(Collected data entries)
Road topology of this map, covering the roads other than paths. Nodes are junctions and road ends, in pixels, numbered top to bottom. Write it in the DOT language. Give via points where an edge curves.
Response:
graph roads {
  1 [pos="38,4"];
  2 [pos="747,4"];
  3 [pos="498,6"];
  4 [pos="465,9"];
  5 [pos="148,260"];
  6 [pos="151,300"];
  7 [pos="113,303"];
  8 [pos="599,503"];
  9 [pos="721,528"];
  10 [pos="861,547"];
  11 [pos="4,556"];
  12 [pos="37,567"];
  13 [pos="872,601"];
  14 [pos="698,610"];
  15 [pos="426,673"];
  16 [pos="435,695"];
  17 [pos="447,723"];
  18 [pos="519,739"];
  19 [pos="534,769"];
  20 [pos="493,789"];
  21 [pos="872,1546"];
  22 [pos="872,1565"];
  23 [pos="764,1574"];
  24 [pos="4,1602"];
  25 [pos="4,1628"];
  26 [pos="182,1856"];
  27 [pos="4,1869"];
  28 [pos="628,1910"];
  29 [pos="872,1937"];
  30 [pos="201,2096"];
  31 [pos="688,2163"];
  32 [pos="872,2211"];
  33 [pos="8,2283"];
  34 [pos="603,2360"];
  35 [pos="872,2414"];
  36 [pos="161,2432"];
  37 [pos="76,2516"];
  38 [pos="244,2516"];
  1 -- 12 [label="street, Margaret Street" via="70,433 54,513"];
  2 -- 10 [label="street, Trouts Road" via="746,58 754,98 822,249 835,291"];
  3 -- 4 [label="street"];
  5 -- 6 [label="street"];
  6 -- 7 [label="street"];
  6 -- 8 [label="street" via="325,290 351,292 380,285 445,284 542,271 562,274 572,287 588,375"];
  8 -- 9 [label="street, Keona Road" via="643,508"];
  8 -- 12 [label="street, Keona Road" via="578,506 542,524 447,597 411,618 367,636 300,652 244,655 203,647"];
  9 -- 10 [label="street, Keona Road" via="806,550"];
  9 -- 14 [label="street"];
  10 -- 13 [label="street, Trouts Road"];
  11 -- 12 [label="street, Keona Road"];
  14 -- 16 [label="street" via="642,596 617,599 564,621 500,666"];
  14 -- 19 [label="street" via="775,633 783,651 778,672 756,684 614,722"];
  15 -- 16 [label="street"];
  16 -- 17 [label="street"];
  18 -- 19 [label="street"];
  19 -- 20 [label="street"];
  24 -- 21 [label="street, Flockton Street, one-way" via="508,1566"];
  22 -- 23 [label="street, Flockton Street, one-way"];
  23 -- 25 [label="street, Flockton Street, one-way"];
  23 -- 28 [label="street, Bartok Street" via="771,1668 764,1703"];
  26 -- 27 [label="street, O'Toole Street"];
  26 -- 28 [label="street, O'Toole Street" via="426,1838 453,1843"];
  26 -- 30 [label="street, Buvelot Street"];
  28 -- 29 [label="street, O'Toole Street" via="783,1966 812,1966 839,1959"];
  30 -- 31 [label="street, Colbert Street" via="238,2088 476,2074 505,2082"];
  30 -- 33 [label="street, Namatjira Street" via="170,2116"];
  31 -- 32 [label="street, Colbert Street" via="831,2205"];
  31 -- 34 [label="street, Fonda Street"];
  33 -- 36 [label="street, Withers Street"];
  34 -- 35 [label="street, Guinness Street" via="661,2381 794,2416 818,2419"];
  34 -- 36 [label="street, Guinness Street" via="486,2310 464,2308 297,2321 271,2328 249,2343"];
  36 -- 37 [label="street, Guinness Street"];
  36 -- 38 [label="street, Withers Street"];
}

YOUR ASSIGNMENT:
Exactly as they appear above, give the entries again.

RESPONSE TO THIS TASK:
Road topology of this map, covering the roads other than paths. Nodes are junctions and road ends, in pixels, numbered top to bottom. Write it in the DOT language. Give via points where an edge curves.
Response:
graph roads {
  1 [pos="38,4"];
  2 [pos="747,4"];
  3 [pos="498,6"];
  4 [pos="465,9"];
  5 [pos="148,260"];
  6 [pos="151,300"];
  7 [pos="113,303"];
  8 [pos="599,503"];
  9 [pos="721,528"];
  10 [pos="861,547"];
  11 [pos="4,556"];
  12 [pos="37,567"];
  13 [pos="872,601"];
  14 [pos="698,610"];
  15 [pos="426,673"];
  16 [pos="435,695"];
  17 [pos="447,723"];
  18 [pos="519,739"];
  19 [pos="534,769"];
  20 [pos="493,789"];
  21 [pos="872,1546"];
  22 [pos="872,1565"];
  23 [pos="764,1574"];
  24 [pos="4,1602"];
  25 [pos="4,1628"];
  26 [pos="182,1856"];
  27 [pos="4,1869"];
  28 [pos="628,1910"];
  29 [pos="872,1937"];
  30 [pos="201,2096"];
  31 [pos="688,2163"];
  32 [pos="872,2211"];
  33 [pos="8,2283"];
  34 [pos="603,2360"];
  35 [pos="872,2414"];
  36 [pos="161,2432"];
  37 [pos="76,2516"];
  38 [pos="244,2516"];
  1 -- 12 [label="street, Margaret Street" via="70,433 54,513"];
  2 -- 10 [label="street, Trouts Road" via="746,58 754,98 822,249 835,291"];
  3 -- 4 [label="street"];
  5 -- 6 [label="street"];
  6 -- 7 [label="street"];
  6 -- 8 [label="street" via="325,290 351,292 380,285 445,284 542,271 562,274 572,287 588,375"];
  8 -- 9 [label="street, Keona Road" via="643,508"];
  8 -- 12 [label="street, Keona Road" via="578,506 542,524 447,597 411,618 367,636 300,652 244,655 203,647"];
  9 -- 10 [label="street, Keona Road" via="806,550"];
  9 -- 14 [label="street"];
  10 -- 13 [label="street, Trouts Road"];
  11 -- 12 [label="street, Keona Road"];
  14 -- 16 [label="street" via="642,596 617,599 564,621 500,666"];
  14 -- 19 [label="street" via="775,633 783,651 778,672 756,684 614,722"];
  15 -- 16 [label="street"];
  16 -- 17 [label="street"];
  18 -- 19 [label="street"];
  19 -- 20 [label="street"];
  24 -- 21 [label="street, Flockton Street, one-way" via="508,1566"];
  22 -- 23 [label="street, Flockton Street, one-way"];
  23 -- 25 [label="street, Flockton Street, one-way"];
  23 -- 28 [label="street, Bartok Street" via="771,1668 764,1703"];
  26 -- 27 [label="street, O'Toole Street"];
  26 -- 28 [label="street, O'Toole Street" via="426,1838 453,1843"];
  26 -- 30 [label="street, Buvelot Street"];
  28 -- 29 [label="street, O'Toole Street" via="783,1966 812,1966 839,1959"];
  30 -- 31 [label="street, Colbert Street" via="238,2088 476,2074 505,2082"];
  30 -- 33 [label="street, Namatjira Street" via="170,2116"];
  31 -- 32 [label="street, Colbert Street" via="831,2205"];
  31 -- 34 [label="street, Fonda Street"];
  33 -- 36 [label="street, Withers Street"];
  34 -- 35 [label="street, Guinness Street" via="661,2381 794,2416 818,2419"];
  34 -- 36 [label="street, Guinness Street" via="486,2310 464,2308 297,2321 271,2328 249,2343"];
  36 -- 37 [label="street, Guinness Street"];
  36 -- 38 [label="street, Withers Street"];
}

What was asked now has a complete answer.